New research shows the pain reliever may help prevent cervical, breast, colon and skin cancer, yet doctors aren't recommending it for everyone. Learn why
Scientists from the Roswell Park Cancer Institute in Buffalo recently announced they've found a drug that reduces risk of cervical cancer by nearly 50 percent. It's cheap, widely available, and no prescription is necessary. It's also said to prevent heart attacks and reduce the risk of several other cancers, including breast, colon, endometrial, pancreatic, and skin. In fact, a comprehensive meta-analysis of studies found this simple medicine remedy cuts risk of all cancers by 20 percent.
Best yet, it might even be in your cabinet right now: plain ol' aspirin.
There's also a great deal of research that shows aspirin can help prevent subsequent heart attacks after you've had one, adding the leading killer in the country to the list of diseases daily aspirin might benefit. However, the Food and Drug Administration recently made an announcement stating they no longer advise taking aspirin daily as a preventative therapy for first heart attacks, since research only supports it for heart problems following a heart attack. This hard stance from the FDA begs the question: Should you be taking aspirin preventatively or not?
Aspirin: The Wonder Drug?
To this extent, many doctors consider aspirin a "wonder drug," says Jack Jacoub, M.D., medical director of OC Blood & Cancer Care in California. "For years, we've heard about its benefits for heart disease, and now we're seeing those benefits go far beyond that." Aspirin works as a blood thinner and has the ability to reduce systemic inflammation, one of the leading causes of illness including lifestyle diseases like diabetes, heart disease, and metabolic syndrome.
"Aspirin inhibits both inflammation and the genes which promote inflammation, genes which are directly linked to cancer," says Mitchell Gaynor, M.D., an integrative oncologist and author of The Gene Therapy. "Given that we are living in a country where one in three Americans will hear the words 'you have cancer' in their life—and this is expected to increase to one in two Americans over the next three years—I think that my patients benefit from doing everything possible to reduce their risk."
The problem is that the helpful, blood thinning properties that make it great for preventing a second heart attack, for example, are the same properties that can cause internal bleeding, which is a risk for all patients taking aspirin, whether for heart or cancer protection. "The research on aspirin isn't contradictory; the real message is that doctors need to take an individual patient's history into account and decide if the risks are worth the rewards," says Steven Willey, M.D., author of Reprogram Your Life: Bioscience for a Healthier You. (While you're in your M.D.'s office, 'fess up to 6 Things You're Not Telling Your Doc But Should.)
How It Works
Our bodies' immune systems are powerful tools.
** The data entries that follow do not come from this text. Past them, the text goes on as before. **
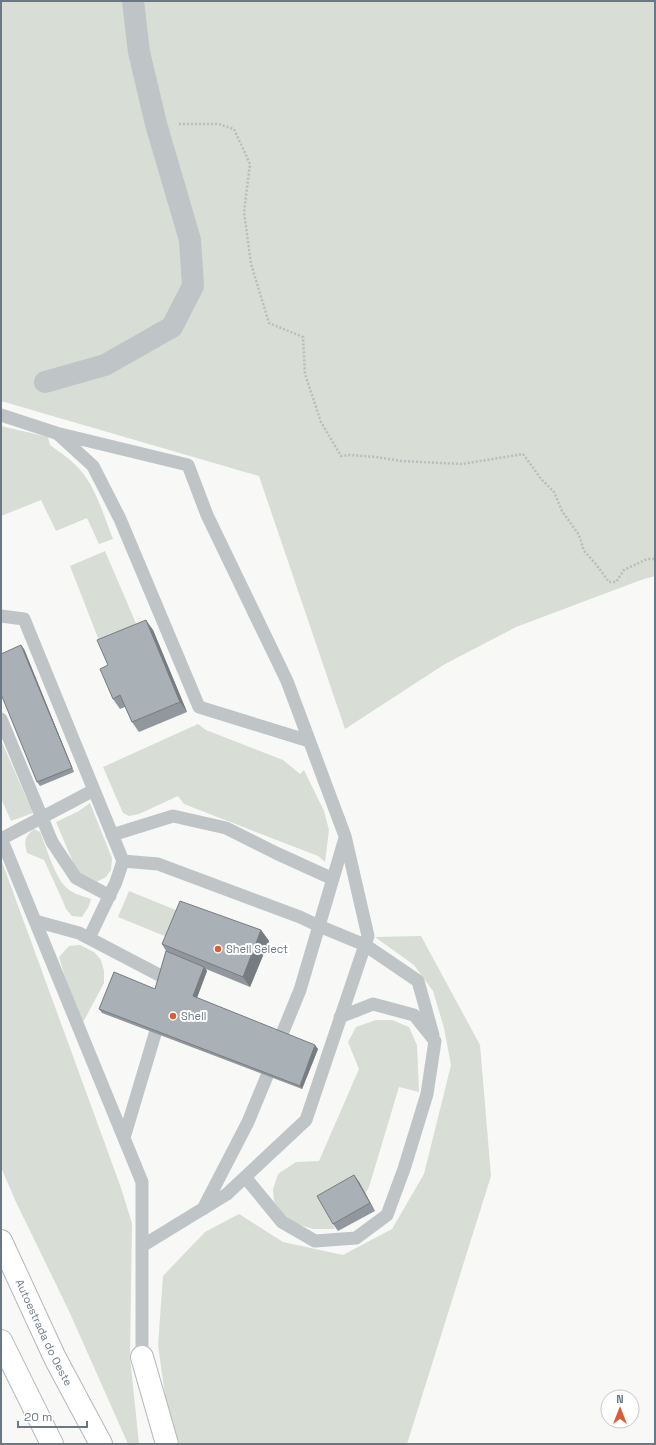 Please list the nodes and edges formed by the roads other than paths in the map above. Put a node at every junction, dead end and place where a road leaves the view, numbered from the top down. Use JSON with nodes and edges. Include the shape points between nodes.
{"nodes":[{"id":1,"x":132,"y":1,"type":"edge"},
{"id":2,"x":45,"y":382,"type":"dead end"},
{"id":3,"x":1,"y":415,"type":"edge"},
{"id":4,"x":57,"y":434,"type":"junction"},
{"id":5,"x":1,"y":616,"type":"edge"},
{"id":6,"x":1,"y":719,"type":"edge"},
{"id":7,"x":309,"y":741,"type":"junction"},
{"id":8,"x":94,"y":790,"type":"junction"},
{"id":9,"x":42,"y":818,"type":"junction"},
{"id":10,"x":112,"y":835,"type":"junction"},
{"id":11,"x":345,"y":836,"type":"junction"},
{"id":12,"x":1,"y":838,"type":"edge"},
{"id":13,"x":123,"y":861,"type":"junction"},
{"id":14,"x":333,"y":879,"type":"junction"},
{"id":15,"x":110,"y":896,"type":"junction"},
{"id":16,"x":35,"y":921,"type":"junction"},
{"id":17,"x":319,"y":926,"type":"junction"},
{"id":18,"x":89,"y":938,"type":"junction"},
{"id":19,"x":365,"y":945,"type":"junction"},
{"id":20,"x":163,"y":977,"type":"edge"},
{"id":21,"x":340,"y":1017,"type":"junction"},
{"id":22,"x":155,"y":1034,"type":"edge"},
{"id":23,"x":282,"y":1034,"type":"edge"},
{"id":24,"x":435,"y":1041,"type":"junction"},
{"id":25,"x":267,"y":1076,"type":"edge"},
{"id":26,"x":124,"y":1138,"type":"junction"},
{"id":27,"x":245,"y":1177,"type":"junction"},
{"id":28,"x":203,"y":1209,"type":"junction"},
{"id":29,"x":1,"y":1241,"type":"edge"},
{"id":30,"x":142,"y":1246,"type":"junction"},
{"id":31,"x":1,"y":1341,"type":"edge"},
{"id":32,"x":142,"y":1358,"type":"joint"},
{"id":33,"x":52,"y":1444,"type":"edge"},
{"id":34,"x":102,"y":1444,"type":"edge"},
{"id":35,"x":167,"y":1444,"type":"edge"}],
"edges":[{"from":1,"to":2,"type":"street","via":[[138,52],[190,240],[193,286],[172,327],[105,365]]},
{"from":3,"to":4,"type":"lane"},
{"from":4,"to":7,"type":"lane","via":[[94,466],[120,519],[199,707]]},
{"from":4,"to":7,"type":"lane","via":[[188,465],[207,515],[287,681]]},
{"from":5,"to":8,"type":"lane","via":[[24,619]]},
{"from":6,"to":9,"type":"lane"},
{"from":7,"to":11,"type":"lane"},
{"from":8,"to":9,"type":"lane"},
{"from":8,"to":10,"type":"lane"},
{"from":9,"to":12,"type":"lane"},
{"from":9,"to":15,"type":"lane","via":[[52,842],[76,878]]},
{"from":10,"to":13,"type":"lane"},
{"from":10,"to":14,"type":"lane","via":[[173,816],[226,828]]},
{"from":11,"to":14,"type":"lane"},
{"from":11,"to":19,"type":"lane","via":[[368,936]]},
{"from":12,"to":16,"type":"lane"},
{"from":13,"to":15,"type":"lane"},
{"from":13,"to":17,"type":"lane","via":[[158,864]]},
{"from":14,"to":17,"type":"lane"},
{"from":15,"to":18,"type":"lane"},
{"from":16,"to":18,"type":"lane"},
{"from":16,"to":26,"type":"lane"},
{"from":17,"to":19,"type":"lane"},
{"from":17,"to":23,"type":"lane","via":[[300,990]]},
{"from":18,"to":20,"type":"lane"},
{"from":19,"to":21,"type":"lane"},
{"from":19,"to":24,"type":"lane","via":[[418,981]]},
{"from":21,"to":24,"type":"lane","via":[[373,1004],[414,1015]]},
{"from":21,"to":27,"type":"lane","via":[[306,1120]]},
{"from":22,"to":26,"type":"lane"},
{"from":24,"to":27,"type":"lane","via":[[427,1094],[387,1215],[356,1238],[315,1240],[282,1222]]},
{"from":25,"to":28,"type":"lane","via":[[248,1122]]},
{"from":26,"to":30,"type":"lane","via":[[142,1182]]},
{"from":27,"to":28,"type":"lane","via":[[227,1194]]},
{"from":28,"to":30,"type":"lane"},
{"from":29,"to":34,"type":"highway","name":"Autoestrada do Oeste","via":[[55,1358]]},
{"from":30,"to":32,"type":"lane"},
{"from":31,"to":33,"type":"highway"},
{"from":32,"to":35,"type":"highway"}]} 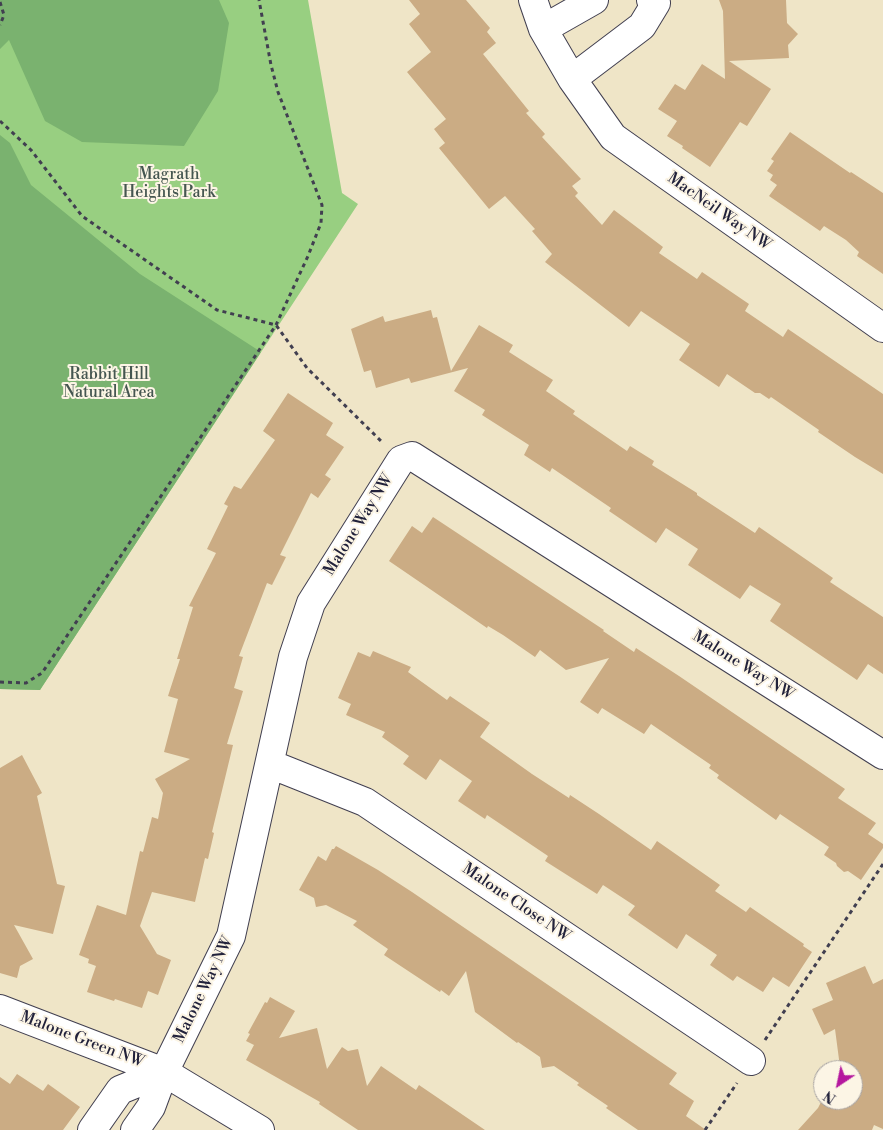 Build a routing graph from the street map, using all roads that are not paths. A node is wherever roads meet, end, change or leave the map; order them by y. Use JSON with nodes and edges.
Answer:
{"nodes":[{"id":1,"x":533,"y":0,"type":"edge"},
{"id":2,"x":594,"y":0,"type":"edge"},
{"id":3,"x":651,"y":0,"type":"edge"},
{"id":4,"x":543,"y":29,"type":"junction"},
{"id":5,"x":572,"y":79,"type":"junction"},
{"id":6,"x":883,"y":328,"type":"edge"},
{"id":7,"x":883,"y":754,"type":"edge"},
{"id":8,"x":270,"y":764,"type":"junction"},
{"id":9,"x":0,"y":1009,"type":"edge"},
{"id":10,"x":751,"y":1061,"type":"road end"},
{"id":11,"x":164,"y":1072,"type":"junction"},
{"id":12,"x":92,"y":1130,"type":"edge"},
{"id":13,"x":135,"y":1130,"type":"edge"},
{"id":14,"x":260,"y":1130,"type":"edge"}],
"edges":[{"from":1,"to":4,"type":"street","name":"MacNeil Way NW"},
{"from":2,"to":4,"type":"street"},
{"from":3,"to":5,"type":"street"},
{"from":4,"to":5,"type":"street","name":"MacNeil Way NW"},
{"from":5,"to":6,"type":"street","name":"MacNeil Way NW"},
{"from":7,"to":8,"type":"street","name":"Malone Way NW"},
{"from":8,"to":10,"type":"street","name":"Malone Close NW"},
{"from":8,"to":11,"type":"street","name":"Malone Way NW"},
{"from":9,"to":11,"type":"street","name":"Malone Green NW"},
{"from":11,"to":12,"type":"street"},
{"from":11,"to":13,"type":"street","name":"Malone Way NW"},
{"from":11,"to":14,"type":"street","name":"Malone Green NW"}]} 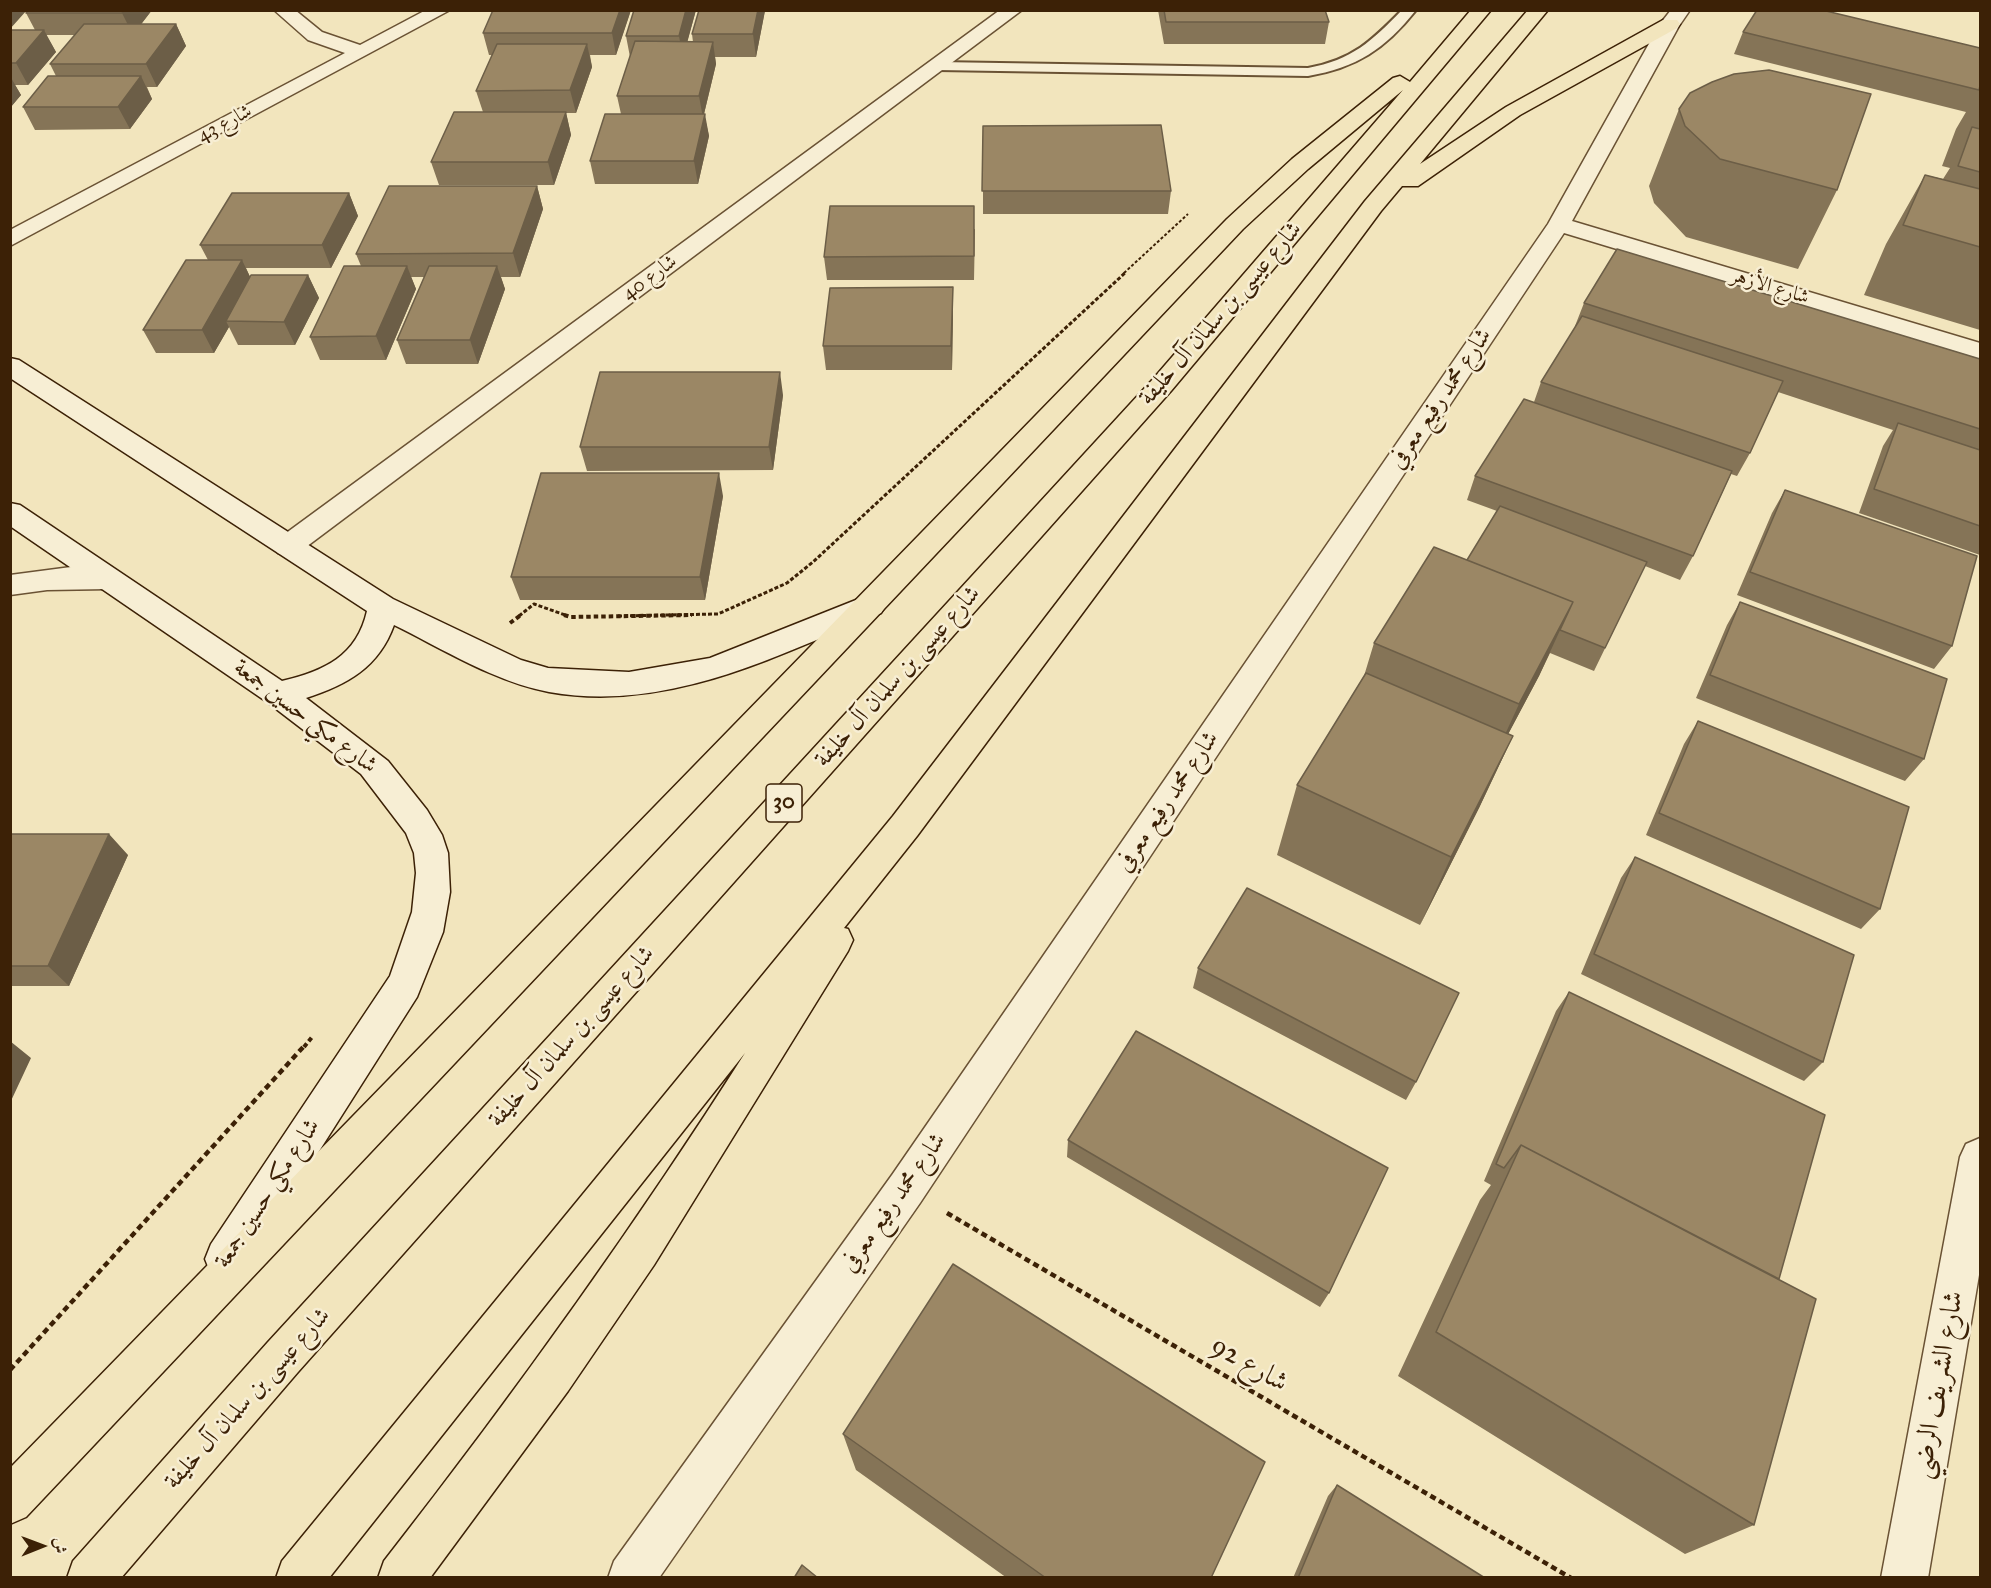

When they're working as they should, they mount a powerful defense against invaders. But in the wrong situation, they can overreact and end up targeting inward—the very space they're meant to protect. When this happens on a small scale, you're left with inflammation; on a larger scale, it could mean helping pre-cancerous cells grow and spread in our bodies. (Would you know an early symptom of cancer if you had it? Here, the surprising Top Warning Signs to Ask Your Doctor About.)
And not only does aspirin lessen inflammation, it targets the interaction between the immune system and cancerous cells, short-circuiting the vicious cycle, Jacoub says—an assertion backed up by a 2011 meta-analysis that found aspirin to be a powerful immune-system regulator. "Research has shown that aspirin can delay or prevent the progression of some benign growths into cancerous tumors, something we've really seen with colon cancer—it's incredible," Jacoub adds.
Gaynor says he also sees potential for aspirin in fighting diabetes, an area of growing interest, thanks to how often heart disease and diabetes occur together. A root cause of both? Systemic inflammation.
Other Avenues of Protection
But aspirin isn't the only way to reduce inflammation, all the experts point out. Because heart disease and cancer have so many connections to your lifestyle choices, you can significantly cut your risk just by making healthier choices, starting with diet. (Plus, nix The Bad Habits that Increase Your Risk for Cancer.) Gaynor recommends that everyone, regardless of their risk, reduce their intake of refined sugar, refined flour, and heat-damaged vegetable oils (like the soy, corn, and canola oils so often used in junk food). Willey adds that we all need to eat a lot more plant-based foods. Good advice, as decades of research (which the American Institute of Cancer Research has listed) has shown that fruits, veggies, whole grains, and spices can be powerful tools in reducing your risk of cancer. Additionally, the M.D.s emphasize the importance of quitting smoking, exercising regularly, keeping your weight within a healthy range, and having regular check-ups with your primary care doctor. If you do all that and still have risk factors for cancer, like a strong family history or genetic predisposition, then talk to your doc about an aspirin regime.
"People get tired of hearing 'exercise, eat right, and get enough sleep,'" says Willey, "but the truth is aspirin (or any other drug) will never replace these."